The formation of the Center for Membrane Proteomics in 2002 was simultaneously the beginning of a professional organization of elementary techniques in advanced light microscopy with the aim to provide this in a central facility available for all scientists of the Goethe University. Conducted by former vice president of the Goethe University and director of the life imaging lab Jürgen Bereiter-Hahn, who is also the initiator of the new campus Riedberg, gathering all natural sciences at one place, the CMP Light Microscopy Center was established. Now a central administration managed the operation of the common facility. User now got trained on the instruments and into data analyses, before they started to use them, which was good the efficiency of the time spent on them but also for the lifetime and availability of the instruments. The administration took care for maintenance and repair as well as for the costs and a fair regulation of the access. The first confocal microscopes were allocated by Anna Starzinski-Powitz and Robert Tampé. Rooms were provided by the center for temporary projects using TIRF, FLIM and MELC technology. An infrastructure with labs, cryotom, refrigerators completed the facility.
Since 2002 the user hours increased permanently from 500 to 2500 user hour per year. Meanwhile biochemists, bio physicians, cell- and molecular biologists, pharmacists and medical scientist are using the facility.
With the appointment of Ernst Stelzer in 2009 in the course of the cluster of Excellence „Macromolecular Complexes“ (CEF-MC) a further and bigger advanced light microscopy center was established on the campus Riedberg. The pool of techniques increased tremendously. Now also Light Sheet-Based Fluorescence Microscopy (LSFM), Single Plane Illumination Microscope (SPIM) and its enhanced version Digital Scanned Light Sheet Microscopy (DSLM) developed in the Stelzer lab as well as Spinning Disk Microscopy and further Confocal Laser Scan Micrsocopy capacities are offered. Huge capacities of data storage systems are installed and the platforms for data analyses increased.
Ernst Stelzer and the directors of the CMP, Enrico Schleiff, Anna Starzinski-Powitz, Robert Tampé and Ulrich Brandt took the chance to initiate the merge of the two facilities to the new Frankfurt Center for Advanced Microscopy (FCAM) to establish one facility with one management and administration for the benefit of the scientists at the Goethe University.

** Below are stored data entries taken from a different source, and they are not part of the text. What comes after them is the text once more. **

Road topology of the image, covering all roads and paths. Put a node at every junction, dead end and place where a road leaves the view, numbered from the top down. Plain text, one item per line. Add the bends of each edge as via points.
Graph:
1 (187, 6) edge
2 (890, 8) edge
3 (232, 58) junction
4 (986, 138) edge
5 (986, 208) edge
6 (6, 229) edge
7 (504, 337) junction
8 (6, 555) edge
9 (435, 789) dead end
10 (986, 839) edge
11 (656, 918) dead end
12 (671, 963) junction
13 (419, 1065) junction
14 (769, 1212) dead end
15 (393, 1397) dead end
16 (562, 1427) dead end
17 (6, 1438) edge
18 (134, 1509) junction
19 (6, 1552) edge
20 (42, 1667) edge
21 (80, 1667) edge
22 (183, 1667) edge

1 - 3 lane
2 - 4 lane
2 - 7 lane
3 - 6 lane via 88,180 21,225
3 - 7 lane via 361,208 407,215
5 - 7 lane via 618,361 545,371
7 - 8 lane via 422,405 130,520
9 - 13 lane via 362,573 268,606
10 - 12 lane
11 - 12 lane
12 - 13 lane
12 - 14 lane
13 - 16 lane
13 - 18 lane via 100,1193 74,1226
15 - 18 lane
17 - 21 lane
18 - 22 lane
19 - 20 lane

In 2012 the current CMP director, Andreas Reichert and the associate directors Klaas Martinus Pos and Ulrich Brandt together with Ernst Stelzer, the director of FCAM, Ivan Dikic, the director of the Buchman Institute for Life Science and director of CEF-MC, Harald Schwalbe, the director of CEF-MC and Anna Starzinski-Powitz, the dean of the department for Biosciences, agreed upon the fusion of the microscopy centers. New technologies like high resolution microscopy will be installed in near future. Trainings, workshops, conferences and education will generate a lively atmosphere to increase the quality of research projects and to save time of researcher because of an efficient introduction into the techniques and the provision of the best technique for each certain scientific question.

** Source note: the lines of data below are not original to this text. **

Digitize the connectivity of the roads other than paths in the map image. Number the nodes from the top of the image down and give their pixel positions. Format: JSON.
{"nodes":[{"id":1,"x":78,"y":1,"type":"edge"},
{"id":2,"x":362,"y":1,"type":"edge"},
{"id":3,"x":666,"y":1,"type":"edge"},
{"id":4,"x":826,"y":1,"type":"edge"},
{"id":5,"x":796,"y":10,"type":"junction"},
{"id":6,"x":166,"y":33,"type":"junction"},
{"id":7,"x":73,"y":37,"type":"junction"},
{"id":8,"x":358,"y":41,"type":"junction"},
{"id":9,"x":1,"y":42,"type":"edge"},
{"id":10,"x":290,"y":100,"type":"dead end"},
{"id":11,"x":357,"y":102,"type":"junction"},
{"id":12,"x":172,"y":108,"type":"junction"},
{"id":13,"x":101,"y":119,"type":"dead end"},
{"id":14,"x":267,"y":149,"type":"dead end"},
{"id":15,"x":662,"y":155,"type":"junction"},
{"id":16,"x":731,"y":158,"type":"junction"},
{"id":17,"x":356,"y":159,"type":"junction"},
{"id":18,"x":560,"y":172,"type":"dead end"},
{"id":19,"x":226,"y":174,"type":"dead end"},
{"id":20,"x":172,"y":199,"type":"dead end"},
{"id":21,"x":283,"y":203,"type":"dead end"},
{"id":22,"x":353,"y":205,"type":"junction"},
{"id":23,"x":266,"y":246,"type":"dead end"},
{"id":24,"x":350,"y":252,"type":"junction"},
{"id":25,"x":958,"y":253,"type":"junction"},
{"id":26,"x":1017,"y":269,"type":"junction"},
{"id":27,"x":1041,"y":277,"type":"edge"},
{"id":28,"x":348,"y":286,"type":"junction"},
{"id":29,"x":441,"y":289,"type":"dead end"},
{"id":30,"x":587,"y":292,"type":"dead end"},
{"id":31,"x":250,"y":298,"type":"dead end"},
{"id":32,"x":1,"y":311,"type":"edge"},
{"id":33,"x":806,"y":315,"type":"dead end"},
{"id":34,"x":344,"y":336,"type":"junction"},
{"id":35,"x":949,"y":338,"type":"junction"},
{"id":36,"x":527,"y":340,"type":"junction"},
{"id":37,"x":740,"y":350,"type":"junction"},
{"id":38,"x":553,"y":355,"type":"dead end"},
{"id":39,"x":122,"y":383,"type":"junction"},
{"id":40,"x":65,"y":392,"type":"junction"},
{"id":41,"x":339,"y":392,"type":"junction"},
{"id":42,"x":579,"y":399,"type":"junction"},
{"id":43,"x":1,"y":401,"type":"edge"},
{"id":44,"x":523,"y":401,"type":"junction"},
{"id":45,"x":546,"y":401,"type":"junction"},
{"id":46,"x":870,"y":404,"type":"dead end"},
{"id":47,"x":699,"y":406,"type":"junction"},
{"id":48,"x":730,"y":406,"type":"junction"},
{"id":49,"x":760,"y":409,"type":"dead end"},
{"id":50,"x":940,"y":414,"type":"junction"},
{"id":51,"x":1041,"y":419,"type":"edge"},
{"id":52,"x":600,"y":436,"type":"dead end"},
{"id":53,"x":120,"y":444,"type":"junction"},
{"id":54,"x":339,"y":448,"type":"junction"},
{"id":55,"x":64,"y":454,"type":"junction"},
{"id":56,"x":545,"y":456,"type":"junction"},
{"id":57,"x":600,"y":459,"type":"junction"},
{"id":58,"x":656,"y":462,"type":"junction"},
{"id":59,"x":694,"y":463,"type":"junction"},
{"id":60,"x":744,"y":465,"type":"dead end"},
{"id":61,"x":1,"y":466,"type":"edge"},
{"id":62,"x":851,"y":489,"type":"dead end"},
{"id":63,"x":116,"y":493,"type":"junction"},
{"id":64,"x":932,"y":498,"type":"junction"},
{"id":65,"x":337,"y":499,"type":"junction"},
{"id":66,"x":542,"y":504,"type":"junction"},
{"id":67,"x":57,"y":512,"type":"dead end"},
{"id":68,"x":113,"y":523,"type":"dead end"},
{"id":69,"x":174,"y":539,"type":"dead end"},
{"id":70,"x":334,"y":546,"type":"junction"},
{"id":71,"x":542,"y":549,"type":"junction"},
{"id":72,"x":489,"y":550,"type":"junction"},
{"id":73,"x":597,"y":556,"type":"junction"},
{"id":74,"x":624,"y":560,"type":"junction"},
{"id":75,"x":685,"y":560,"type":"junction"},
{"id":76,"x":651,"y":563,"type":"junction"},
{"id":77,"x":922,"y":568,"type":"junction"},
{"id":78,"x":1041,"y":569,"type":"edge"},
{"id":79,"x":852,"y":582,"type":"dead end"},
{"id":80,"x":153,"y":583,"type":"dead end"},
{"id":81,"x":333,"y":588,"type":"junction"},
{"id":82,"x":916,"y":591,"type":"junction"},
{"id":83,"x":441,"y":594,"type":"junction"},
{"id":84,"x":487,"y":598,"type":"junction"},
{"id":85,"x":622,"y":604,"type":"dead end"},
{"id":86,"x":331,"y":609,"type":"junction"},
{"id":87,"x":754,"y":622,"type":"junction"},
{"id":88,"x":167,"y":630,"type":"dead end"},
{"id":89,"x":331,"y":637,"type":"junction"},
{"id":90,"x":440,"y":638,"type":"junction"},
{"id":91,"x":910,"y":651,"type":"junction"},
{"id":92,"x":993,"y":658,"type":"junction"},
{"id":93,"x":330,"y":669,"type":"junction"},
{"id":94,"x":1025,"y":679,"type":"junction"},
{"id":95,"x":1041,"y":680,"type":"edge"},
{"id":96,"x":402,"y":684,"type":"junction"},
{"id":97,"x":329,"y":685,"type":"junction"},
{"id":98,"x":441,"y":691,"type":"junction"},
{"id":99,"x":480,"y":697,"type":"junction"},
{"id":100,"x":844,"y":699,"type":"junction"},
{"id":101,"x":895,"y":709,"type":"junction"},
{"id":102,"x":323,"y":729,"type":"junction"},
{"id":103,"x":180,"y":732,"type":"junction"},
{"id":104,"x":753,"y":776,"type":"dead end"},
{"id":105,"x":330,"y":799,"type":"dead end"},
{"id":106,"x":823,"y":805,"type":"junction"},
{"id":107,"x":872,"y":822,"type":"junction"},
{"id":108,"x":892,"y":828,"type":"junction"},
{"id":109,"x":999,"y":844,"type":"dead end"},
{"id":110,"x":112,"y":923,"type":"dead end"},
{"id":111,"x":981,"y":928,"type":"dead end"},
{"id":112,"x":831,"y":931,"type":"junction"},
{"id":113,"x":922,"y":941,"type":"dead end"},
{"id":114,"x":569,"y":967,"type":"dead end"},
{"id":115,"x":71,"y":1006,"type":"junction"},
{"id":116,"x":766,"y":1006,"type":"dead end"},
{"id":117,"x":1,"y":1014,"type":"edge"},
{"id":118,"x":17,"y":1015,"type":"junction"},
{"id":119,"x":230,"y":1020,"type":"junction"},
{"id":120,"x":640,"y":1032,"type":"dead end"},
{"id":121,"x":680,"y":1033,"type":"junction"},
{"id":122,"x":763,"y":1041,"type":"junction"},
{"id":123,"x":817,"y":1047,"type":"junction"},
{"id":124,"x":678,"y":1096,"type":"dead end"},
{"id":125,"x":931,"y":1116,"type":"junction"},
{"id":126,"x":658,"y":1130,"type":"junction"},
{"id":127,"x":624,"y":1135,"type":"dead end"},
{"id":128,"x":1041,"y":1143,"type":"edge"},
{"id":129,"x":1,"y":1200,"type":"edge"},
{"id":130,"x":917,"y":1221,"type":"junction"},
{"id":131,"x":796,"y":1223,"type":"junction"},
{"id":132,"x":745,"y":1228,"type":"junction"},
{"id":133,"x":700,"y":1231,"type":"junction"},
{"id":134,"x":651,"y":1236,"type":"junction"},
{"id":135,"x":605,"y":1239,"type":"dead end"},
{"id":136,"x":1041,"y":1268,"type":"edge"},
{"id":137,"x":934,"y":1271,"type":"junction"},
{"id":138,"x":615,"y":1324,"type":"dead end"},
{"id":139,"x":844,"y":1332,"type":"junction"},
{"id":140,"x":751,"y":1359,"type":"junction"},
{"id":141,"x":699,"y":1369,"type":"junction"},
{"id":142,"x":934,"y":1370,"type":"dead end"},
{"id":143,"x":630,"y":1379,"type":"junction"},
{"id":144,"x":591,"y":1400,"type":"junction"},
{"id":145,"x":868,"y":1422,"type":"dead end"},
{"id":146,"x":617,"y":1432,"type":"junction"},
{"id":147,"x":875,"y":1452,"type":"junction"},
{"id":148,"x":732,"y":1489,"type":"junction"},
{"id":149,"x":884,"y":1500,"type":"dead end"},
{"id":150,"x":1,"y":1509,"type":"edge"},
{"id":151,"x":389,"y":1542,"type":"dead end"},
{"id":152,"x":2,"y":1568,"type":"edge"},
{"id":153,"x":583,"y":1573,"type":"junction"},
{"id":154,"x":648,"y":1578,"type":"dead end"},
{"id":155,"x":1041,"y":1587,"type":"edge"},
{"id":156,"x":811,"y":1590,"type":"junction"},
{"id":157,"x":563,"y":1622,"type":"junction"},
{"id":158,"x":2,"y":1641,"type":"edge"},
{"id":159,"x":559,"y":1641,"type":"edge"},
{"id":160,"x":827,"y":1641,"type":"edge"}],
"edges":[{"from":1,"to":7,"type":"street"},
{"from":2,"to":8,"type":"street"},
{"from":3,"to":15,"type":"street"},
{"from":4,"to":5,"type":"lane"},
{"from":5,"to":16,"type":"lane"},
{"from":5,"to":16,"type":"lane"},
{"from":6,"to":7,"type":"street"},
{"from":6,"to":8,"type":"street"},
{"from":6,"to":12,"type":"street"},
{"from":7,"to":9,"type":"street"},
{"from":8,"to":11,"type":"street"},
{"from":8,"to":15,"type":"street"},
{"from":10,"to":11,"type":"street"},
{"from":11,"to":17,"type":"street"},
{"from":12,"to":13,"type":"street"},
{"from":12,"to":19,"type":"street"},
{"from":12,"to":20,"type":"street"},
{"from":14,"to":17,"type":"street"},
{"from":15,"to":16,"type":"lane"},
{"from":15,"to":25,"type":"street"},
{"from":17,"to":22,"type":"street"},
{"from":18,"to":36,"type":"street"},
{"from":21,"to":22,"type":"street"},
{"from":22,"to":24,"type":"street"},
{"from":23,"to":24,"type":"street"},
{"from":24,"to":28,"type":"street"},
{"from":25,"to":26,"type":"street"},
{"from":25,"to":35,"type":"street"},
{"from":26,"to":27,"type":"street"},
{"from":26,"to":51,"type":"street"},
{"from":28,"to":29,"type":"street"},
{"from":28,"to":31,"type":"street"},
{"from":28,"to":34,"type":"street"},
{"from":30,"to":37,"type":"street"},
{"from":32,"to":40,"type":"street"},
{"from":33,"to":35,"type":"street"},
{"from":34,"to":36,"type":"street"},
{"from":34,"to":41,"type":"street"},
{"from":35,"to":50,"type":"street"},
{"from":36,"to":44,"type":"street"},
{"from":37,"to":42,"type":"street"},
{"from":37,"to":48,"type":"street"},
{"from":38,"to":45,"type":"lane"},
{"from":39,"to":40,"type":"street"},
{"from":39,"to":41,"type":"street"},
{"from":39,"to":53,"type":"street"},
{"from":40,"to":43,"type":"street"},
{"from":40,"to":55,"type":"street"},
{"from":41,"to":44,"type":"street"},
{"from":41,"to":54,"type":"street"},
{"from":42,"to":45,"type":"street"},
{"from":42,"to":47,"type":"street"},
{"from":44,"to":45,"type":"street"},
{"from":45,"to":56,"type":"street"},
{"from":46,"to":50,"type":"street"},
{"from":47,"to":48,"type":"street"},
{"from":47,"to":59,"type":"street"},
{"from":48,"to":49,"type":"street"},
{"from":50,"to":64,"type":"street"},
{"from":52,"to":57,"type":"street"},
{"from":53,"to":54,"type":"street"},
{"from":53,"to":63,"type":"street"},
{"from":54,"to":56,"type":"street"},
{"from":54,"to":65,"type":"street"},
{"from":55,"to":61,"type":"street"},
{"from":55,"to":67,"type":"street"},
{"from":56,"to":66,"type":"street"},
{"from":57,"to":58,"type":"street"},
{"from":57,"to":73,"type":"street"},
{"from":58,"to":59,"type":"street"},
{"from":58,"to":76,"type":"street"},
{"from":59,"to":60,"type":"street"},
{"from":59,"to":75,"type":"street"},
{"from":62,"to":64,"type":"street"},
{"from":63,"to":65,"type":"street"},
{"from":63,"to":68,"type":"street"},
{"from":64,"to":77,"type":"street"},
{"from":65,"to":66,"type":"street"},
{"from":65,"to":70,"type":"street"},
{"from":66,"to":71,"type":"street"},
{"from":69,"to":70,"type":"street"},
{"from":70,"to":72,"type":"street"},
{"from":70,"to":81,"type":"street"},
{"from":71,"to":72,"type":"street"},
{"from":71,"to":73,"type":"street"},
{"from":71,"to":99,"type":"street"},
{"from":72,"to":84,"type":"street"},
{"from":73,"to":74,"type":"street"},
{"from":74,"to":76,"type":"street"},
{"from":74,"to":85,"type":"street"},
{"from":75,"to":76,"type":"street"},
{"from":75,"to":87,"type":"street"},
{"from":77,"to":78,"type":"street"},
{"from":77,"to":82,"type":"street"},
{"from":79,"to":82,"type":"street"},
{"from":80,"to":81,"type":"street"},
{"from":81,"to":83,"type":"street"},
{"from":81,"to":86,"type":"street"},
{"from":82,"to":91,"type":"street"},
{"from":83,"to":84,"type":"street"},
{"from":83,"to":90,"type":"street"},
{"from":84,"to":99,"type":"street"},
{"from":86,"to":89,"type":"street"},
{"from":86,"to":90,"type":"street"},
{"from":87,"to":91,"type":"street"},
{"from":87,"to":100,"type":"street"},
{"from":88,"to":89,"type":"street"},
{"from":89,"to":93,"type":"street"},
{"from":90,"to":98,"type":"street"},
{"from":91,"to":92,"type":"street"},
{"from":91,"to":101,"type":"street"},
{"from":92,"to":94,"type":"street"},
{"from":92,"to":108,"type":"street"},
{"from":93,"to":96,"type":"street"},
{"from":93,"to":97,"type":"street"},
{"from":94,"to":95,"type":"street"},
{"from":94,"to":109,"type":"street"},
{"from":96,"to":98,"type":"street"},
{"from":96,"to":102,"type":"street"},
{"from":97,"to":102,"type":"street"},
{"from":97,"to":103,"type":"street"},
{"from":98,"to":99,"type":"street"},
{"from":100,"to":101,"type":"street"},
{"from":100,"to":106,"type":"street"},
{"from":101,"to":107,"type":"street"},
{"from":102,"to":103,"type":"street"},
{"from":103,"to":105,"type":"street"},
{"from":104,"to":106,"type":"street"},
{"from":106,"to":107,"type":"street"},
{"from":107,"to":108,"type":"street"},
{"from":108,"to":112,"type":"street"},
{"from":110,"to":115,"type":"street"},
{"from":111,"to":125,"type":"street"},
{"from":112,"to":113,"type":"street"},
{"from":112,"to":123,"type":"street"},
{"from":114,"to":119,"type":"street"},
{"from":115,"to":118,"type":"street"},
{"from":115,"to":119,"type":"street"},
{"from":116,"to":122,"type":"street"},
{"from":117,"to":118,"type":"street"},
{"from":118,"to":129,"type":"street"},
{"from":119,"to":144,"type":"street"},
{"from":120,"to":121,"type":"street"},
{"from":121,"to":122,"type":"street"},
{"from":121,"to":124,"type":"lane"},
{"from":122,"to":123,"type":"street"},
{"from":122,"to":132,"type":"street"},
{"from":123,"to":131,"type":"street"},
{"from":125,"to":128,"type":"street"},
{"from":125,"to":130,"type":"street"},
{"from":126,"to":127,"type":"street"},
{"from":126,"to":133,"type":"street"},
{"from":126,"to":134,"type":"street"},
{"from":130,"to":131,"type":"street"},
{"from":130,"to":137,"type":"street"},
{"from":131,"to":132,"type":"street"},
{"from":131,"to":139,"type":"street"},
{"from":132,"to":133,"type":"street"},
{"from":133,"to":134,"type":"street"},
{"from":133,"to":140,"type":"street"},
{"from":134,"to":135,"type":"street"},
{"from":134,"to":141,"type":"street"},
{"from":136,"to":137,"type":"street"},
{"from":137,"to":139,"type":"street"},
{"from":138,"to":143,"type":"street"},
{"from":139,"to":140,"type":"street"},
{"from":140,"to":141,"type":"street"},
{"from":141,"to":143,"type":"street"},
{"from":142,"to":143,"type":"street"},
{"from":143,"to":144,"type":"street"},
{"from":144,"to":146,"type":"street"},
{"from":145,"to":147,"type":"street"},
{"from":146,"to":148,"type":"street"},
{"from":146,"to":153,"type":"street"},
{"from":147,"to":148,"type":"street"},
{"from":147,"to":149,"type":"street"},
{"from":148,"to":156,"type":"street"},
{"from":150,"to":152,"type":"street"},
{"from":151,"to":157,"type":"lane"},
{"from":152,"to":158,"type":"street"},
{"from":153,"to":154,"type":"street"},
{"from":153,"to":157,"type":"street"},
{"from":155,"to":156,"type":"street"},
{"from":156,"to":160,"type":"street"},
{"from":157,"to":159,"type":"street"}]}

It is the aim of FCAM in a more and more interdisciplinary scientific community to enhance the quality of research projects in life sciences and related disciplines, to increase the efficiency of the time scientists have to spend to become familiar with advanced microscope techniques and to help them to find the best method to solve their scientific questions. FCAM ensures the provision up-to-date advanced techniques, a professional management of the research environment and the best support for our clients, the scientists of the Goethe University.